EXTRACTED ENTRIES START
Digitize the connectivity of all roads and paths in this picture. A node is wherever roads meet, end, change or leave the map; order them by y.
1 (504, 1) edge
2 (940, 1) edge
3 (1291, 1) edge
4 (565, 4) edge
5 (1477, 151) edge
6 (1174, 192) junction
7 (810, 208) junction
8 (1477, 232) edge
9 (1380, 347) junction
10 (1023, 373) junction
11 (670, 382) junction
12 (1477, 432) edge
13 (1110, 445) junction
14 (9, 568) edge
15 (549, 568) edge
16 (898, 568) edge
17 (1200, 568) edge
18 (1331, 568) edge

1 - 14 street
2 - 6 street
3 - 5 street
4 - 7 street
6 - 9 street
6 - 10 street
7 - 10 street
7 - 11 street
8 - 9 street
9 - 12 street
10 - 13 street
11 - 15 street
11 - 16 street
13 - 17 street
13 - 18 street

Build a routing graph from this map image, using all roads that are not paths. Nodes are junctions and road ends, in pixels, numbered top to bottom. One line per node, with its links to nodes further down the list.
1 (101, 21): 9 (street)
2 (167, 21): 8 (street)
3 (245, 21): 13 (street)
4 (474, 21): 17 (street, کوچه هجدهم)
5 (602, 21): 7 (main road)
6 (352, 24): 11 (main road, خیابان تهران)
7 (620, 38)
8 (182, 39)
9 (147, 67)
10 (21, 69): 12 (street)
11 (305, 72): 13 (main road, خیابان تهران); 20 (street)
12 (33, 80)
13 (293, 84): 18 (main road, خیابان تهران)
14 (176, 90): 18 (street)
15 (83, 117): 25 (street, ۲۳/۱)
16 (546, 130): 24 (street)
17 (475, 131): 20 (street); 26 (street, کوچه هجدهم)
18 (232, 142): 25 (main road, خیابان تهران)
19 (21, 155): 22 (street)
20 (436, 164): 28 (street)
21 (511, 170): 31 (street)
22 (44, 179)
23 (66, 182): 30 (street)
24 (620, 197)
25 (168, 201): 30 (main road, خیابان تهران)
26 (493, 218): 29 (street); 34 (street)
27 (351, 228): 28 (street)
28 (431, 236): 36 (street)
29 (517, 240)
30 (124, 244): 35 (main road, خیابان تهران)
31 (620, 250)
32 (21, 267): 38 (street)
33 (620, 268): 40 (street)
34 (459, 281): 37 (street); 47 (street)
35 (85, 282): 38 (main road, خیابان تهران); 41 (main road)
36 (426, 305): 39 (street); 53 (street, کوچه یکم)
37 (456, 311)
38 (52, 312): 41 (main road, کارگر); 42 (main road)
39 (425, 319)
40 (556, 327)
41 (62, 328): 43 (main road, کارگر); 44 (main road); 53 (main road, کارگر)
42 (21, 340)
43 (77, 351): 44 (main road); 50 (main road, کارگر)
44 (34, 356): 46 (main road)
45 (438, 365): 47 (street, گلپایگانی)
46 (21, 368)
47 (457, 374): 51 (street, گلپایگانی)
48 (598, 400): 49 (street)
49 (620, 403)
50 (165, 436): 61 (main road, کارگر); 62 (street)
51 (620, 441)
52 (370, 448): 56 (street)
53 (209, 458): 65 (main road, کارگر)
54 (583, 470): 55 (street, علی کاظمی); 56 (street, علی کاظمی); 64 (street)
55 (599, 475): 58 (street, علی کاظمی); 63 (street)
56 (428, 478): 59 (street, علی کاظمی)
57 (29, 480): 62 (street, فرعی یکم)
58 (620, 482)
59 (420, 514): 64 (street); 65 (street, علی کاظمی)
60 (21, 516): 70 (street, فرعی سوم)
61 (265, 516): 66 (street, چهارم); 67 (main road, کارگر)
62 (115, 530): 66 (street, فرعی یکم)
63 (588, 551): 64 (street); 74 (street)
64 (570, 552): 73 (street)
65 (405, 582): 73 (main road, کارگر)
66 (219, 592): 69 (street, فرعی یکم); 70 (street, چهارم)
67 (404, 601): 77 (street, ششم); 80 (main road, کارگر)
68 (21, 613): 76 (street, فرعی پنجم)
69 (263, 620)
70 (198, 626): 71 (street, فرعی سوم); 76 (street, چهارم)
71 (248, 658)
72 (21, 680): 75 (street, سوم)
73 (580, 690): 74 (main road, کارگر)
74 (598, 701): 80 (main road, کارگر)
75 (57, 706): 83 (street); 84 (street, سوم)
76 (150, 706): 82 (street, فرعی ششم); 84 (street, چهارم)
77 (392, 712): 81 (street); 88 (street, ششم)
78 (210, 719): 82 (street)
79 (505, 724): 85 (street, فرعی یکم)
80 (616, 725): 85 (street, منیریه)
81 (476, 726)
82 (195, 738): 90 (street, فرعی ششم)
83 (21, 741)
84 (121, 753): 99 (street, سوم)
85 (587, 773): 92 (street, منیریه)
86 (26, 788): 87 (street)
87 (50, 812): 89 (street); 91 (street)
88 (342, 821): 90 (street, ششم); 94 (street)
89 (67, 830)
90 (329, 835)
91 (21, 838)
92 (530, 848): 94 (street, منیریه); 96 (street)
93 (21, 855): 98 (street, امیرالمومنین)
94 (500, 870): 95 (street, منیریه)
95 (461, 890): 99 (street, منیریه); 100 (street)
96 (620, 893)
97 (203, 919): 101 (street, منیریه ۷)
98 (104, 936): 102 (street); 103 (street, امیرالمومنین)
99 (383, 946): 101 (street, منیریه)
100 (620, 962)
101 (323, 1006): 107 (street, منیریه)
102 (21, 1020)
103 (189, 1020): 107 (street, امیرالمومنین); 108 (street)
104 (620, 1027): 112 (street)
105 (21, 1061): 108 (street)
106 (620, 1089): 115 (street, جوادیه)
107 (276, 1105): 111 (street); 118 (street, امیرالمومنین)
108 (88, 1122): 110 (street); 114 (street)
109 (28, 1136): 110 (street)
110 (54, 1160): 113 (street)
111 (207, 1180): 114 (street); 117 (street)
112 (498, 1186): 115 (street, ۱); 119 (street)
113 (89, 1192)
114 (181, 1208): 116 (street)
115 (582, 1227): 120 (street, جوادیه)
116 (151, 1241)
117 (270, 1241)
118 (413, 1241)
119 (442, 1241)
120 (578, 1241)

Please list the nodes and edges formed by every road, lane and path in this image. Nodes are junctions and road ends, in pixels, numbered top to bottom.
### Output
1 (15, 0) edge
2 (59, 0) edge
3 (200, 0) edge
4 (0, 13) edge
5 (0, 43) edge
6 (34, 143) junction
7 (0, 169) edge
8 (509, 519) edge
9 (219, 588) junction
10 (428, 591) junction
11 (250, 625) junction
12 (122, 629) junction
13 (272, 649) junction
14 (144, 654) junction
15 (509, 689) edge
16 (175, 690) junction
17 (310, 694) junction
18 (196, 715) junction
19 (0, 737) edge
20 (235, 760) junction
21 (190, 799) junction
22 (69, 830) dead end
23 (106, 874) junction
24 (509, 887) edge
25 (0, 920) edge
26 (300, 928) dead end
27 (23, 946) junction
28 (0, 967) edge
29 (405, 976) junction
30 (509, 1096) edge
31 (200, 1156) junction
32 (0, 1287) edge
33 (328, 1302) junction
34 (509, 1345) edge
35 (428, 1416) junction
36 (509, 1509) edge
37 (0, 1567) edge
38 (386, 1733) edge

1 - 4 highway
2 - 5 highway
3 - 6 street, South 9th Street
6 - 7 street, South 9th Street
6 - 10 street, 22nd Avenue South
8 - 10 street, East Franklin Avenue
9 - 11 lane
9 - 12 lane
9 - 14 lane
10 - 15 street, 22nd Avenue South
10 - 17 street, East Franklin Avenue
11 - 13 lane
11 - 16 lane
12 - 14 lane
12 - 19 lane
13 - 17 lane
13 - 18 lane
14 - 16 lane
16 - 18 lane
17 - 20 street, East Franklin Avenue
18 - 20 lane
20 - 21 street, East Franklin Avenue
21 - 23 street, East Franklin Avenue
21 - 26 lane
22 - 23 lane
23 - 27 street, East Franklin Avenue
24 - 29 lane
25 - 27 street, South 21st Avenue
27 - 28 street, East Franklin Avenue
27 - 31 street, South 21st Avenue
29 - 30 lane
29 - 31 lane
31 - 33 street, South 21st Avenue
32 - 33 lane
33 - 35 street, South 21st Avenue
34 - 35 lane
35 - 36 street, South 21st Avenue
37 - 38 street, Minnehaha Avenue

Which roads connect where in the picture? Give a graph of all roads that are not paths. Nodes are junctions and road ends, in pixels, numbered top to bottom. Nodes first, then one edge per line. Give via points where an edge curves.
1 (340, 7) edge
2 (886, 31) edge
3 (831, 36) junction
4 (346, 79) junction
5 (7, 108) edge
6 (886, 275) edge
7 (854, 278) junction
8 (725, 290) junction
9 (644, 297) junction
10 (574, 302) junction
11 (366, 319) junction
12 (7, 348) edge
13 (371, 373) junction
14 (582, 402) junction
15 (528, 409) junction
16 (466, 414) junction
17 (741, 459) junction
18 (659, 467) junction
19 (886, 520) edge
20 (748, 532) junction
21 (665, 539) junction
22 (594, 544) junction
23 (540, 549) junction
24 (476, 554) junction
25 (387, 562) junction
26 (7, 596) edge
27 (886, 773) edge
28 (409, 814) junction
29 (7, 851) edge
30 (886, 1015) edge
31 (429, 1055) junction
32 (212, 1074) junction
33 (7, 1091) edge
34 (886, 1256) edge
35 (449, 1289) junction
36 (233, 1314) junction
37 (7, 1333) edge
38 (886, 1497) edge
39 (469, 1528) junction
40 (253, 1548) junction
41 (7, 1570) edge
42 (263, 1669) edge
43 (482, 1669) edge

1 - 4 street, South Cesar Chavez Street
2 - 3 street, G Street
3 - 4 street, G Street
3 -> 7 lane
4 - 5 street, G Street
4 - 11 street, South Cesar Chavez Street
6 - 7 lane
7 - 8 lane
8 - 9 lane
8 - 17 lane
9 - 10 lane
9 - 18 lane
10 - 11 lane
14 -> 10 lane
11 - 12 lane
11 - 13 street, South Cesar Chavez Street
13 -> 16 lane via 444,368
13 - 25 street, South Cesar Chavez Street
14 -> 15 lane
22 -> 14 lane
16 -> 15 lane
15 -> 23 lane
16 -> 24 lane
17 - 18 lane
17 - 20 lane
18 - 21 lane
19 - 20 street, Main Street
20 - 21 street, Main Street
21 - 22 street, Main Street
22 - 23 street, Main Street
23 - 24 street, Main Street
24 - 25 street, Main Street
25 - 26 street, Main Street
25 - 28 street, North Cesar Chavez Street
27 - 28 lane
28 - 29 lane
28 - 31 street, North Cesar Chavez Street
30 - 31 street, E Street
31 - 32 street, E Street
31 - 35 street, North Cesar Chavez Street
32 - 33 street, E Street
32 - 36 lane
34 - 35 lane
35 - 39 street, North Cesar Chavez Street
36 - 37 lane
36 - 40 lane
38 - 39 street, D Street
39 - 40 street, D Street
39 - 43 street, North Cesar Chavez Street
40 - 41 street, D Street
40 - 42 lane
EXTRACTED ENTRIES END
» ACTIVITY
Every line of the entries above that includes "فرعی" should be copied.

» FINAL ANSWER
57 (29, 480): 62 (street, فرعی یکم)
60 (21, 516): 70 (street, فرعی سوم)
62 (115, 530): 66 (street, فرعی یکم)
66 (219, 592): 69 (street, فرعی یکم); 70 (street, چهارم)
68 (21, 613): 76 (street, فرعی پنجم)
70 (198, 626): 71 (street, فرعی سوم); 76 (street, چهارم)
76 (150, 706): 82 (street, فرعی ششم); 84 (street, چهارم)
79 (505, 724): 85 (street, فرعی یکم)
82 (195, 738): 90 (street, فرعی ششم)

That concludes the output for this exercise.